Laki-laki itu datang. Laki-laki yang memiliki postur
tubuh lebih kecil dari pemain basket biasanya. Tapi menurutku dia tetap memilik
skill bermain yang bagus. Dia adalah Fathan. Pemain basket sekolahku. Laki-laki
yang aku kagumi sejak aku duduk di kelas X. Senyumnya sore ini menyapaku.
“Ikut main dong, Dhe.” Aku menggeleng. Ia tersenyum
kemudian pergi meninggalkan tasnya di sampingku. Seperti biasa.
Ku perhatikan caranya mengajari adik kelasnya bermain
basket. Skill-skill apa saja yang bisa Luna dan kawan-kawan lakukan. Sekali
lagi ku katakan, dia begitu manis.
Seusai mengajari adik kelasnya, para senior mengadakan
pertandingan kecil-kecilan atau sparing. Sampai detik ini aku masih belum bisa
menemukan alasan yang tepat kenapa aku bisa menyukai sosok Fathan. Karena ia
pemain basket? Tidak. Aku tidak suka olahraga. Karena ia ganteng? Tidak. Ganteng
itu relative. Karena ia ramah? Bisa jadi. Tapi, kami tak terlalu sering
bertegur sapa kecuali saat ada latihan basket.
Dia berlari ke arahku. Tidak, bukan karena ia mencariku.
Ia ingin mengambil botol air mineralnya yang terletak di sampingku.
“Mau sampai kapan jadi penonton?” Aku tersenyum kemudian
tertunduk.
Ia merogoh tasnya mencari sesuatu yang aku juga tidak tau
itu apa. Sampai akhirnya sebuah boneka kayu jatuh dari tasnya yang tersangkut
dengan handuknya. Perhatianku tertuju pada boneka itu. Seorang pemain basket
dengan wajah yang tidak terlalu jelas ukirannya. Spontan tanganku terjulur
untuk mengambilnya.
“Keren, kan?”
“Abang yang buat?” Tanyaku meragu.
Iya tersenyum kemudian menggeleng. “Seseorang yang
memberikannya untukku. Jika kamu mau, kamu bisa menyimpannya.”
“Bagaimana bisa aku memilikinya sementara ini pemberian
dari seseorang untuk abang. Aku yakin ini pasti begitu berarti untuk abang.”
Fathan menarik boneka itu dari tanganku. Dia menggeleng
dengan senyum yang entah mengapa tak semanis biasanya. Ada suatu garis
kesedihan di baliknya.
“Dia pernah menjadi hal terindah dalam hidupku.

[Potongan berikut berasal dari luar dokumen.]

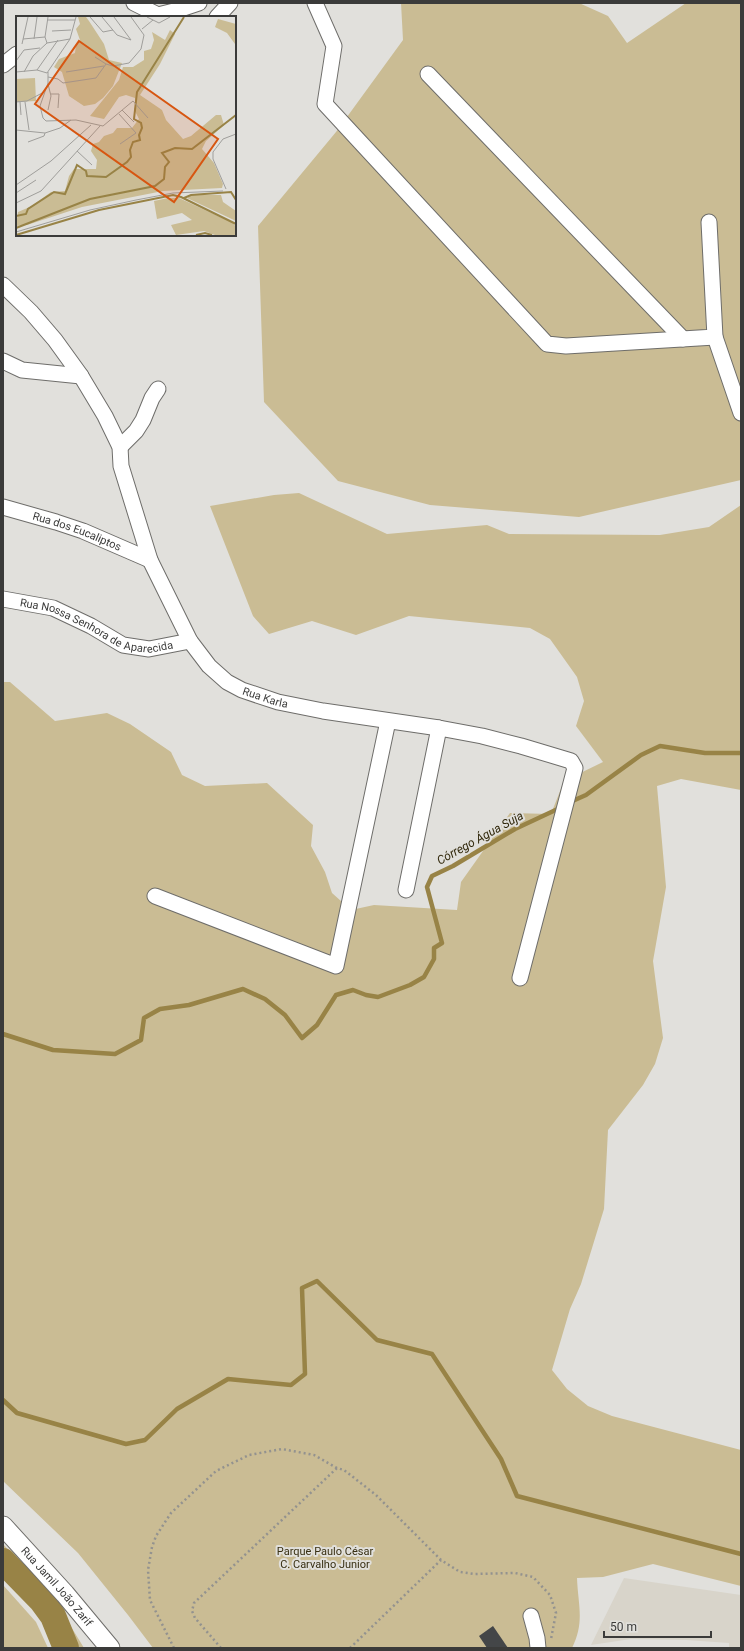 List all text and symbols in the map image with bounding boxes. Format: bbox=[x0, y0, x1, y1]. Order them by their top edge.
inset map bbox=[16, 16, 236, 236]
street label: Rua dos Eucaliptos bbox=[31, 509, 124, 553]
street label: Rua Nossa Senhora de Aparecida bbox=[19, 596, 174, 656]
street label: Rua Karla bbox=[241, 684, 289, 710]
water label: Córrego Água Suja bbox=[434, 808, 526, 868]
street label: Rua Jamil João Zarif bbox=[19, 1544, 96, 1629]
park label: Parque Paulo César C. Carvalho Junior bbox=[277, 1545, 373, 1571]
scale bar bbox=[604, 1613, 711, 1639]
text: 50 m bbox=[610, 1620, 637, 1634] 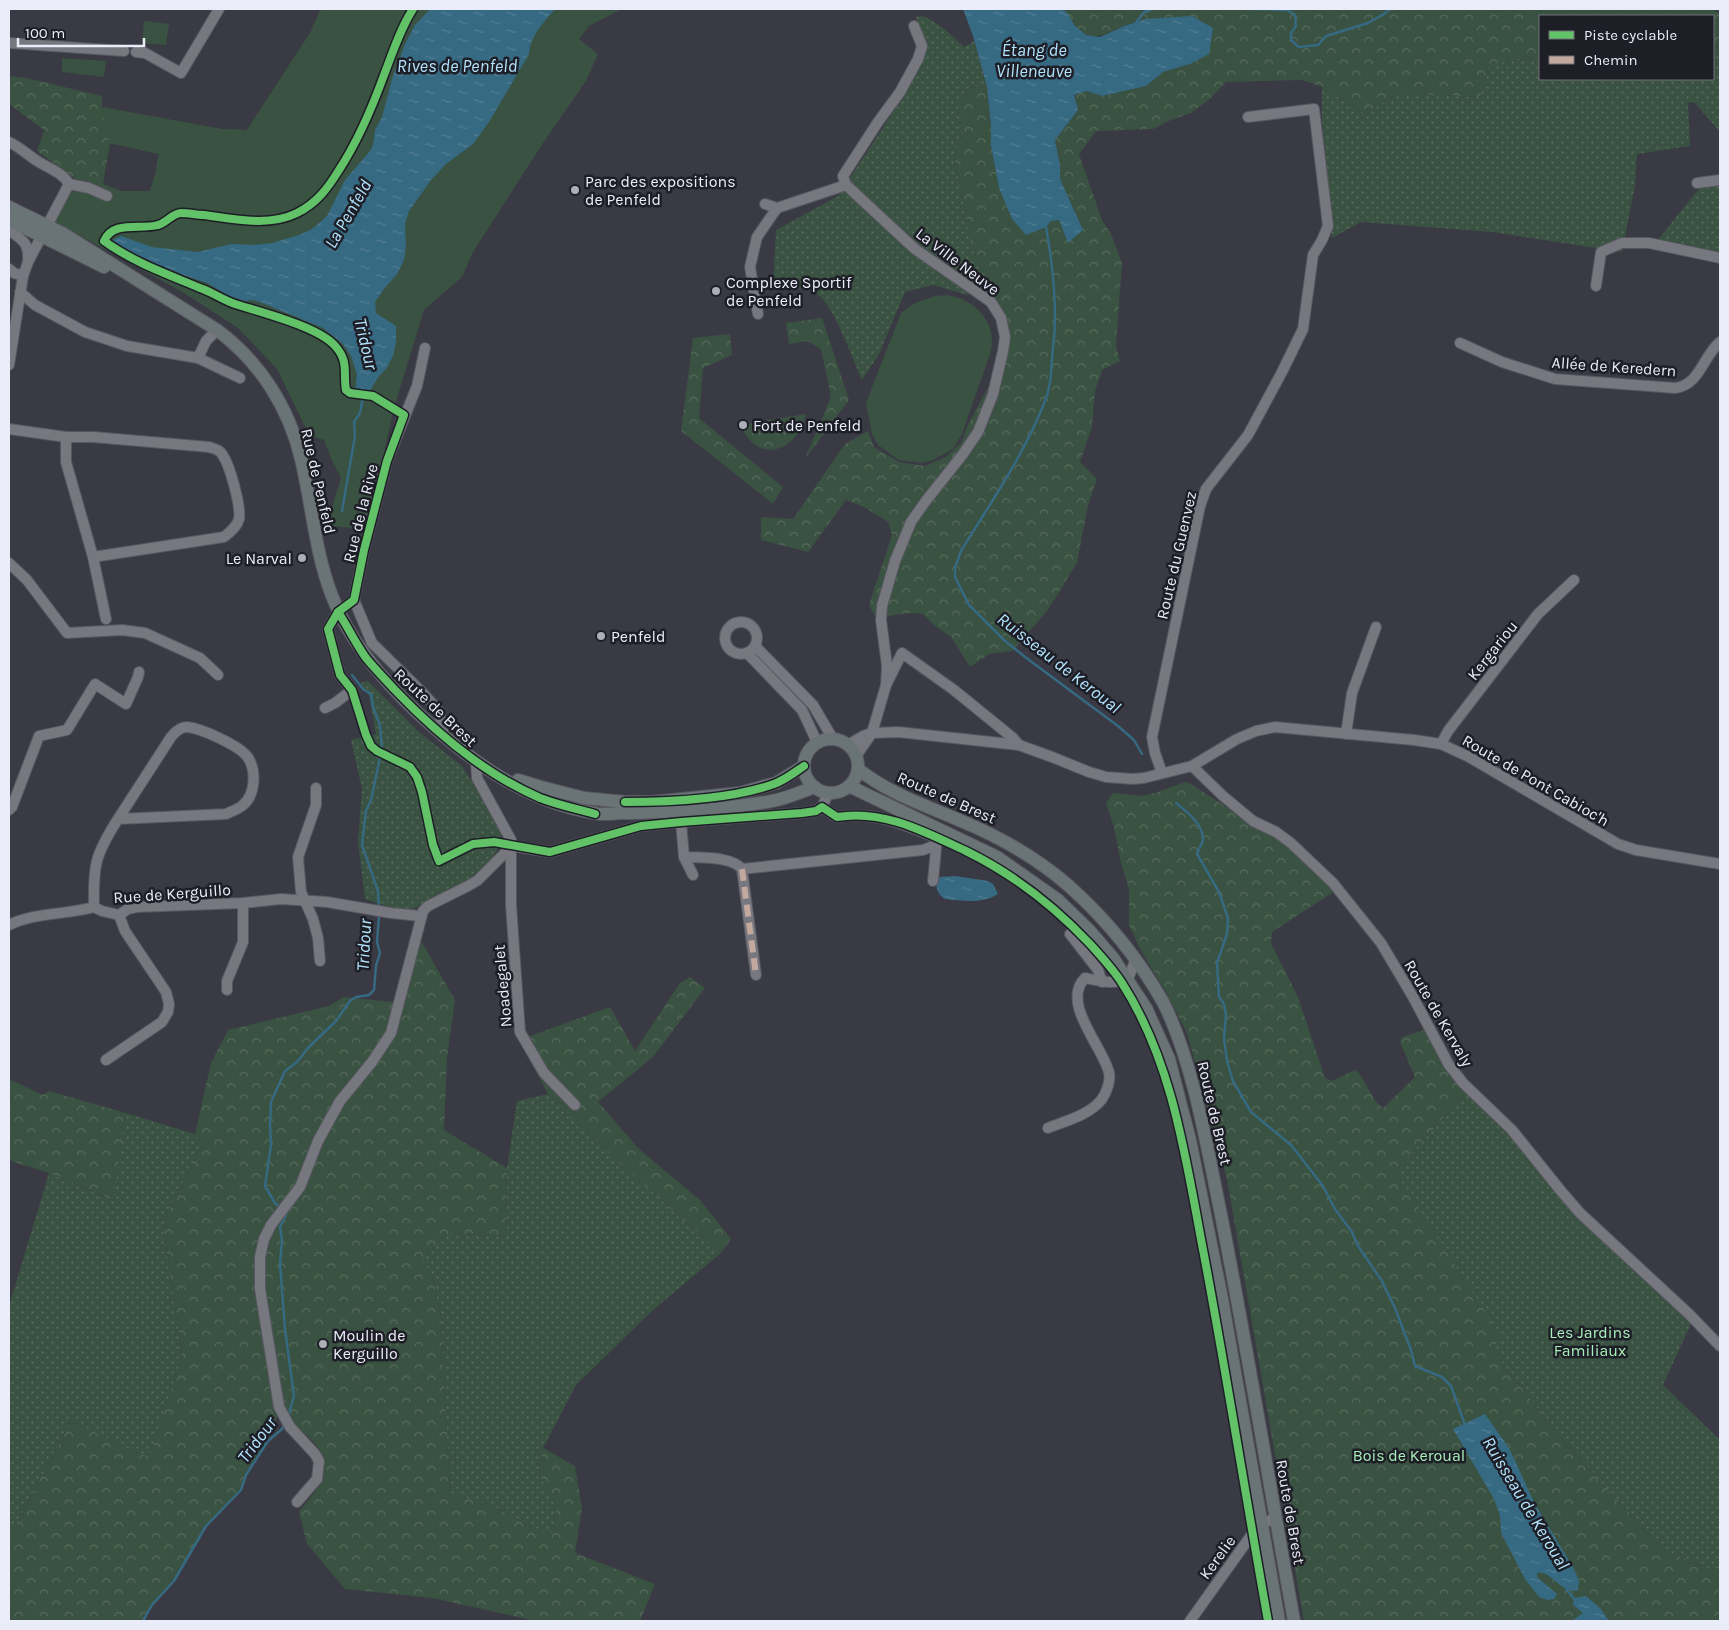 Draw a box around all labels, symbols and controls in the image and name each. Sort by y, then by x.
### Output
scale bar [18,15,144,47]
legend [1539,15,1714,80]
text: 100 m [25,24,65,42]
text: Piste cyclable [1584,26,1677,44]
water label: Étang de Villeneuve [996,39,1072,82]
text: Chemin [1584,51,1638,69]
water label: Rives de Penfeld [397,55,518,77]
place label: Parc des expositions de Penfeld [585,172,736,209]
water label: La Penfeld [320,175,377,252]
marker: Parc des expositions de Penfeld [569,184,581,196]
street label: La Ville Neuve [912,224,1003,299]
place label: Complexe Sportif de Penfeld [726,273,852,310]
marker: Complexe Sportif de Penfeld [710,285,722,297]
water label: Tridour [349,316,383,373]
street label: Allée de Keredern [1551,353,1677,380]
place label: Fort de Penfeld [753,416,861,435]
marker: Fort de Penfeld [737,419,749,431]
street label: Rue de Penfeld [297,427,340,536]
street label: Rue de la Rive [339,462,382,564]
street label: Route du Guenvez [1153,489,1200,621]
place label: Le Narval [226,549,292,568]
marker: Le Narval [296,552,308,564]
water label: Ruisseau de Keroual [993,608,1126,718]
street label: Kergariou [1463,617,1522,684]
place label: Penfeld [611,627,665,646]
marker: Penfeld [595,630,607,642]
street label: Route de Brest [390,664,481,751]
street label: Route de Pont Cabioc'h [1459,731,1613,830]
street label: Route de Brest [894,767,999,828]
street label: Rue de Kerguillo [113,880,231,907]
water label: Tridour [352,917,376,972]
street label: Noadegalet [489,944,516,1028]
street label: Route de Kervaly [1400,956,1477,1071]
street label: Route de Brest [1193,1059,1236,1167]
park label: Les Jardins Familiaux [1549,1323,1631,1360]
place label: Moulin de Kerguillo [333,1326,405,1363]
marker: Moulin de Kerguillo [317,1338,329,1350]
water label: Tridour [232,1412,282,1468]
water label: Ruisseau de Keroual [1478,1433,1575,1574]
park label: Bois de Keroual [1353,1446,1465,1465]
street label: Route de Brest [1272,1458,1309,1566]
street label: Kerelie [1195,1532,1240,1583]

Rambut
panjangnya, mata indah berwarna coklat yang mampu meninggalkan sebuah rasa yang
amat dalam di sini. Dia memberikan ini dengan alasan ini adalah reward buatku
karena sudah bermain dengan baik. Namun, tak lama dia pergi meninggalkanku
tanpa pamit, atau salam perpisahan. Sampai sekarang aku juga nggak tau dia di
mana. Ambillah ini, Dhea. Dengan menyimpan ini, sama saja dengan aku berjalan
di tempat. Aku ingin maju, Dhe.”
Aku meraih boneka itu. Memperhatikannya lekat-lekat.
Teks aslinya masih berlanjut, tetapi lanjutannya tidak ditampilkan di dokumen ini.